Dataset entries
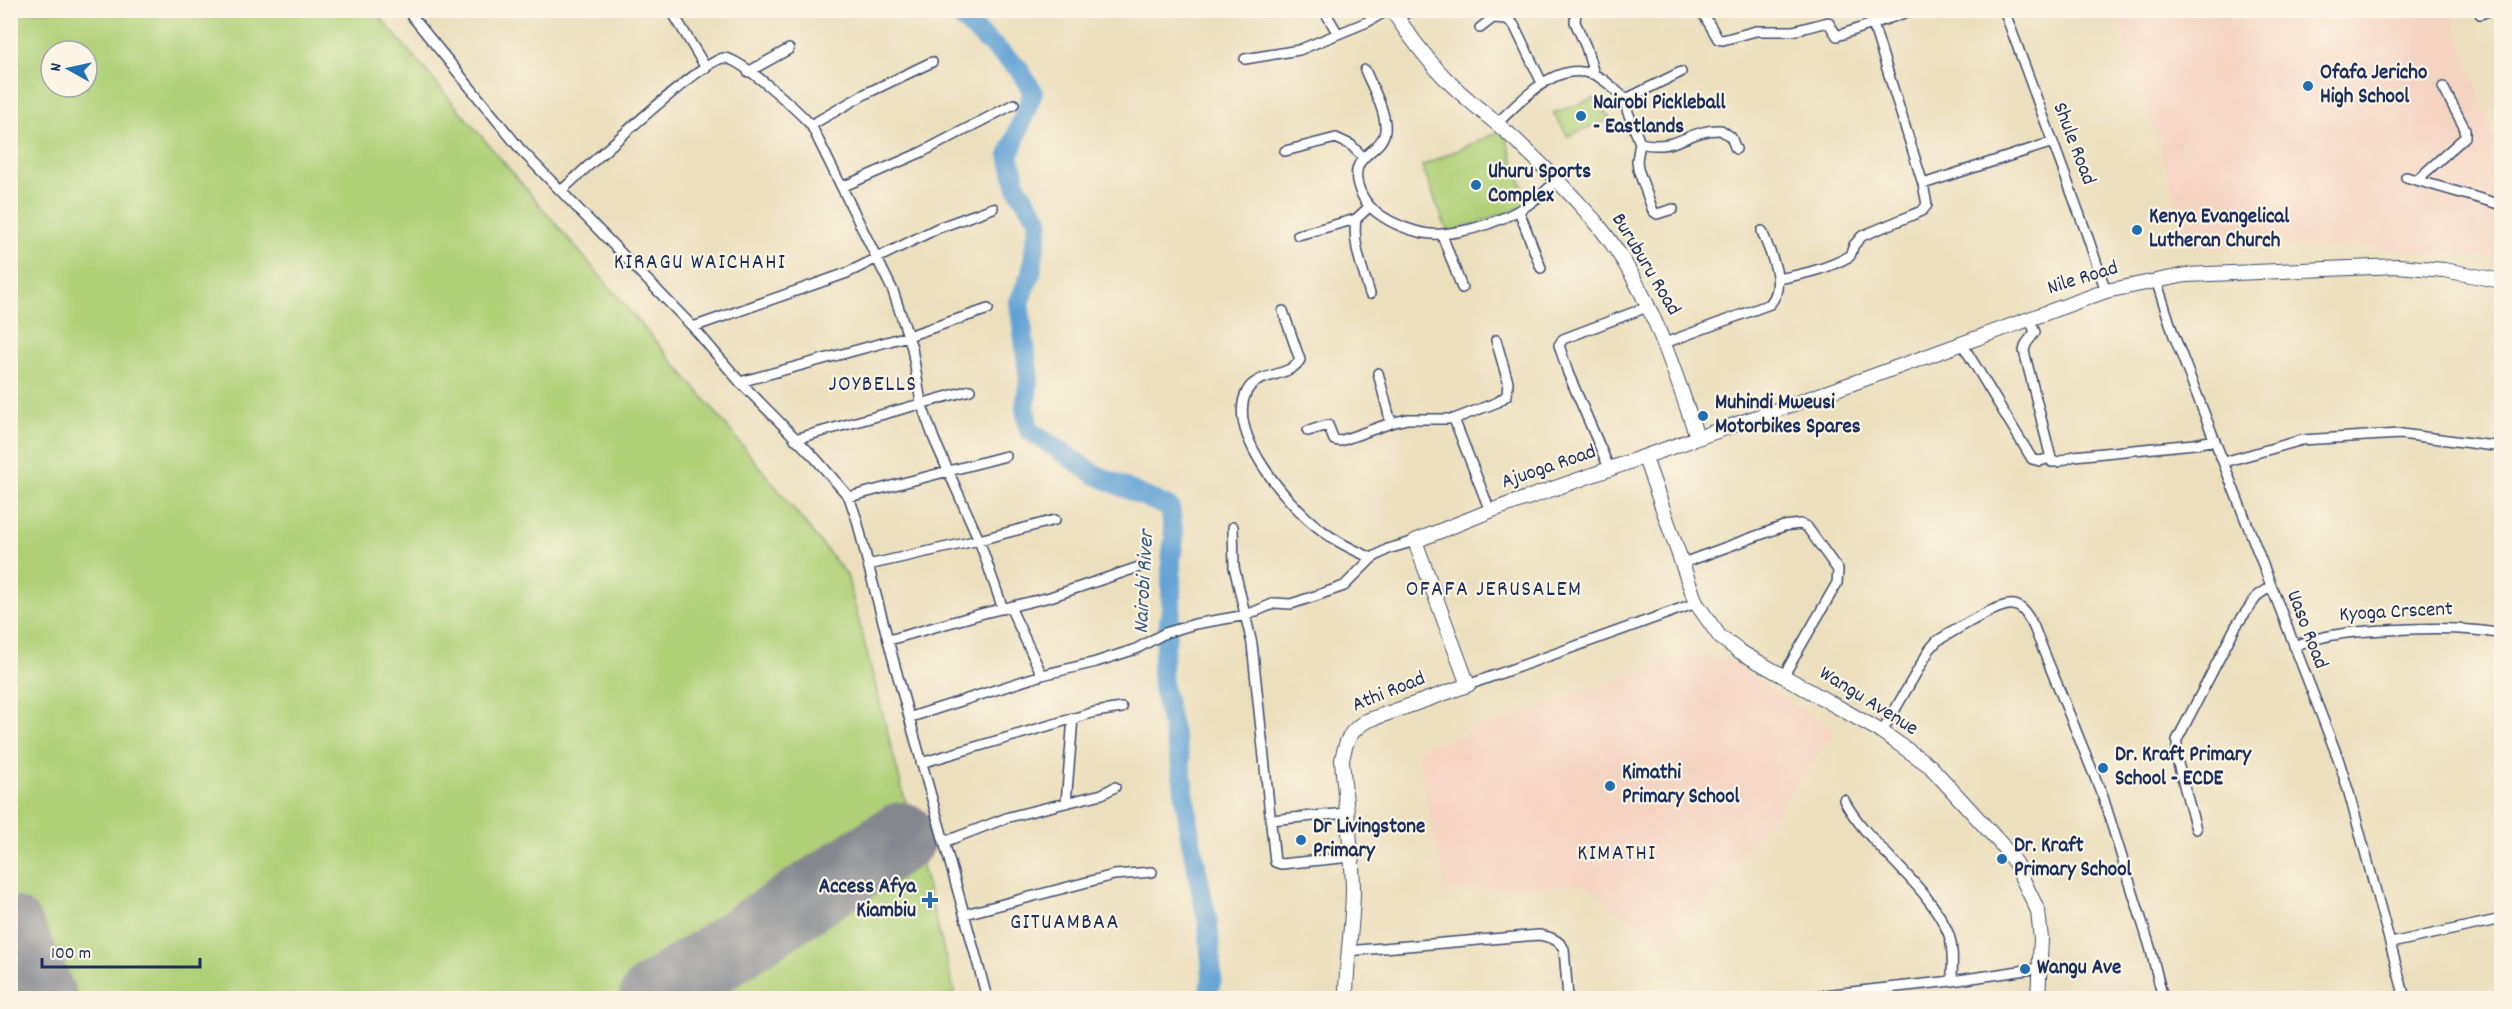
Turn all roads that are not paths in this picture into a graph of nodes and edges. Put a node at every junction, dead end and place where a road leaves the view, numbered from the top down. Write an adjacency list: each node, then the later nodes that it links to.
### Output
1 (407, 10): 39 (street)
2 (671, 10): 18 (street)
3 (1324, 10): 14 (street)
4 (1413, 10): 10 (street)
5 (1576, 10): 22 (street)
6 (1701, 10): 12 (street)
7 (2004, 10): 29 (street, Shule Road)
8 (2491, 10): 11 (street)
9 (1909, 11): 12 (street)
10 (1392, 13): 14 (street); 27 (street, Buruburu Road)
11 (2480, 14)
12 (1873, 24): 37 (street)
13 (1480, 28): 23 (street)
14 (1338, 34): 16 (street)
15 (789, 49): 20 (street)
16 (1245, 59)
17 (932, 62): 28 (street)
18 (706, 68): 20 (street); 39 (street)
19 (1365, 70): 33 (street)
20 (748, 72): 28 (street)
21 (1681, 72): 25 (street)
22 (1594, 74): 23 (street); 25 (street)
23 (1542, 83): 27 (street)
24 (2443, 87): 36 (street)
25 (1626, 99): 30 (street)
26 (1014, 104): 38 (street)
27 (1497, 124): 35 (street, Buruburu Road)
28 (811, 125): 38 (street)
29 (2053, 142): 37 (street); 55 (street, Shule Road)
30 (1640, 143): 31 (street); 43 (street)
31 (1736, 149)
32 (1285, 151): 33 (street)
33 (1363, 157): 41 (street)
34 (2406, 177): 36 (street)
35 (1556, 180): 44 (street); 57 (street, Buruburu Road)
36 (2417, 180): 40 (street)
37 (1923, 184): 51 (street)
38 (842, 187): 49 (street)
39 (562, 190): 61 (street)
40 (2502, 205)
41 (1369, 207): 45 (street); 48 (street)
42 (993, 208): 49 (street)
43 (1673, 209)
44 (1519, 211): 48 (street); 50 (street)
45 (1356, 219): 47 (street); 56 (street)
46 (1762, 231): 51 (street)
47 (1298, 235)
48 (1442, 235): 54 (street)
49 (877, 257): 61 (street); 62 (street)
50 (1541, 268)
51 (1778, 279): 65 (street)
52 (2156, 280): 53 (street, Nile Road); 55 (street, Nile Road); 75 (street, Uaso Road)
53 (2502, 281)
54 (1462, 288)
55 (2106, 291): 60 (street, Nile Road)
56 (1370, 294)
57 (1650, 306): 65 (street, Buruburu Road); 82 (street)
58 (988, 309): 62 (street)
59 (1283, 311): 89 (street)
60 (2029, 318): 64 (street, Nile Road); 79 (street)
61 (693, 327): 67 (street)
62 (908, 336): 67 (street); 69 (street)
63 (1496, 340): 70 (street)
64 (1961, 342): 73 (street, Nile Road); 79 (street)
65 (1665, 343): 73 (street, Buruburu Road)
66 (1378, 373): 71 (street)
67 (740, 382): 74 (street)
68 (970, 390): 69 (street)
69 (921, 403): 74 (street); 81 (street)
70 (1454, 419): 71 (street); 84 (street)
71 (1391, 423): 72 (street)
72 (1308, 431)
73 (1696, 437): 78 (street, Ajuoga Road)
74 (795, 439): 83 (street)
75 (2215, 440): 79 (street); 80 (street, Uaso Road)
76 (2502, 447): 80 (street)
77 (1006, 456): 81 (street)
78 (1645, 458): 82 (street, Ajuoga Road); 90 (street, Wangu Avenue)
79 (2050, 458)
80 (2224, 462): 93 (street, Uaso Road)
81 (949, 470): 83 (street); 87 (street)
82 (1610, 470): 84 (street, Ajuoga Road)
83 (849, 496): 91 (street)
84 (1490, 511): 88 (street, Ajuoga Road)
85 (1055, 520): 87 (street)
86 (1233, 527): 96 (street)
87 (979, 540): 91 (street); 95 (street)
88 (1415, 541): 89 (street, Ajuoga Road); 102 (street)
89 (1372, 558): 96 (street, Ajuoga Road)
90 (1683, 563): 94 (street, Wangu Avenue); 101 (street)
91 (868, 565): 98 (street)
92 (1139, 567): 95 (street)
93 (2270, 587): 99 (street, Uaso Road); 113 (street)
94 (1696, 603): 101 (street, Wangu Avenue); 102 (street, Athi Road)
95 (1007, 608): 98 (street); 100 (street)
96 (1247, 615): 100 (street, Ajuoga Road); 112 (street)
97 (2502, 634): 99 (street, Kyoga Crscent)
98 (889, 640): 104 (street)
99 (2294, 646): 119 (street, Uaso Road)
100 (1042, 675): 104 (street, Ajuoga Road)
101 (1784, 675): 106 (street, Wangu Avenue)
102 (1468, 685): 111 (street, Athi Road)
103 (1122, 708): 105 (street)
104 (911, 717): 107 (street)
105 (1073, 718): 107 (street); 110 (street)
106 (1882, 732): 121 (street, Wangu Avenue); 128 (street)
107 (921, 764): 114 (street)
108 (1115, 787): 110 (street)
109 (1844, 800): 122 (street)
110 (1066, 803): 114 (street)
111 (1347, 813): 112 (street); 115 (street, Athi Road)
112 (1270, 820): 115 (street)
113 (2196, 829)
114 (944, 842): 117 (street)
115 (1351, 857): 120 (street, Athi Road)
116 (1152, 872): 117 (street)
117 (964, 914): 123 (street)
118 (2502, 919): 119 (street)
119 (2391, 943): 129 (street, Uaso Road)
120 (1347, 951): 124 (street, Athi Road); 125 (street)
121 (2040, 968): 122 (street); 127 (street, Wangu Avenue)
122 (1952, 981): 126 (street)
123 (987, 999)
124 (1346, 999)
125 (1568, 999)
126 (1796, 999)
127 (2038, 999)
128 (2163, 999)
129 (2405, 999)

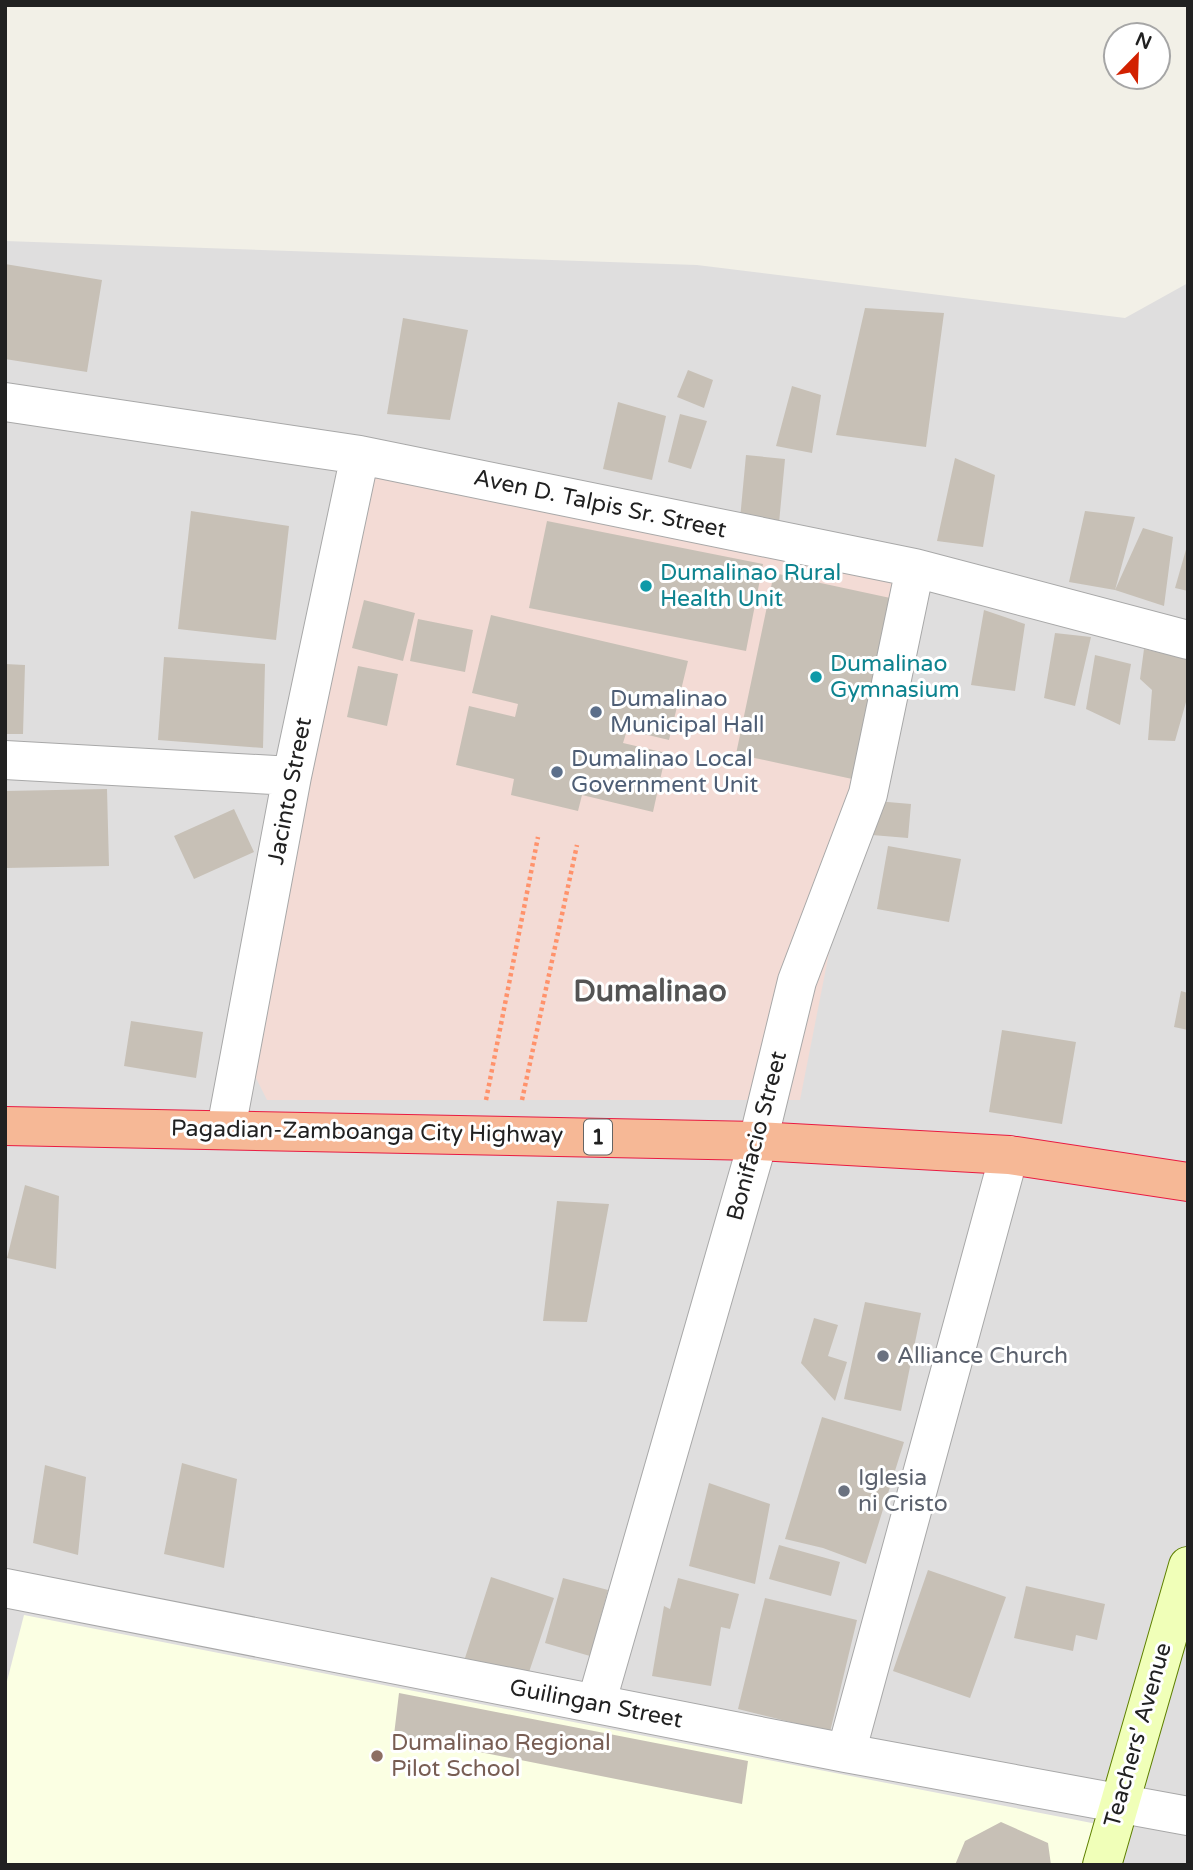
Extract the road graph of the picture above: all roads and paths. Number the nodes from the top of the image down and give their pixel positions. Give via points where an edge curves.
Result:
1 (5, 402) edge
2 (360, 455) junction
3 (915, 568) junction
4 (1188, 640) edge
5 (5, 760) edge
6 (292, 776) junction
7 (538, 837) dead end
8 (577, 845) dead end
9 (5, 1126) edge
10 (226, 1129) junction
11 (497, 1135) junction
12 (758, 1141) junction
13 (1009, 1155) junction
14 (1188, 1182) edge
15 (1188, 1566) edge
16 (5, 1588) edge
17 (596, 1704) junction
18 (846, 1754) junction
19 (1118, 1803) junction
20 (1188, 1816) edge
21 (1102, 1865) edge

1 - 2 street, Aven D. Talpis Sr. Street
2 - 3 street, Aven D. Talpis Sr. Street
2 - 6 street, Jacinto Street
3 - 4 street, Aven D. Talpis Sr. Street
3 - 12 street, Bonifacio Street via 868,794 797,981
5 - 6 street
6 - 10 street, Jacinto Street
7 - 11 path
8 - 11 path
9 - 10 highway, Pagadian-Zamboanga City Highway / 1
10 - 11 highway, Pagadian-Zamboanga City Highway / 1
11 - 12 highway, Pagadian-Zamboanga City Highway / 1
12 - 13 highway, Pagadian-Zamboanga City Highway / 1
12 - 17 street, Bonifacio Street
13 - 14 highway, Pagadian-Zamboanga City Highway / 1
13 - 18 street
15 - 19 main road, Teachers' Avenue
16 - 17 street, Guilingan Street
17 - 18 street, Guilingan Street
18 - 19 street, Guilingan Street
19 - 20 street, Guilingan Street
19 - 21 main road, Teachers' Avenue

• **TASK TO COMPLETE**
Copy every line of the data that carries the word "junction".

• **YOUR SOLUTION**
Turn all roads that are not paths in this picture into a graph of nodes and edges. Put a node at every junction, dead end and place where a road leaves the view, numbered from the top down. Write an adjacency list: each node, then the later nodes that it links to.
2 (360, 455) junction
3 (915, 568) junction
6 (292, 776) junction
10 (226, 1129) junction
11 (497, 1135) junction
12 (758, 1141) junction
13 (1009, 1155) junction
17 (596, 1704) junction
18 (846, 1754) junction
19 (1118, 1803) junction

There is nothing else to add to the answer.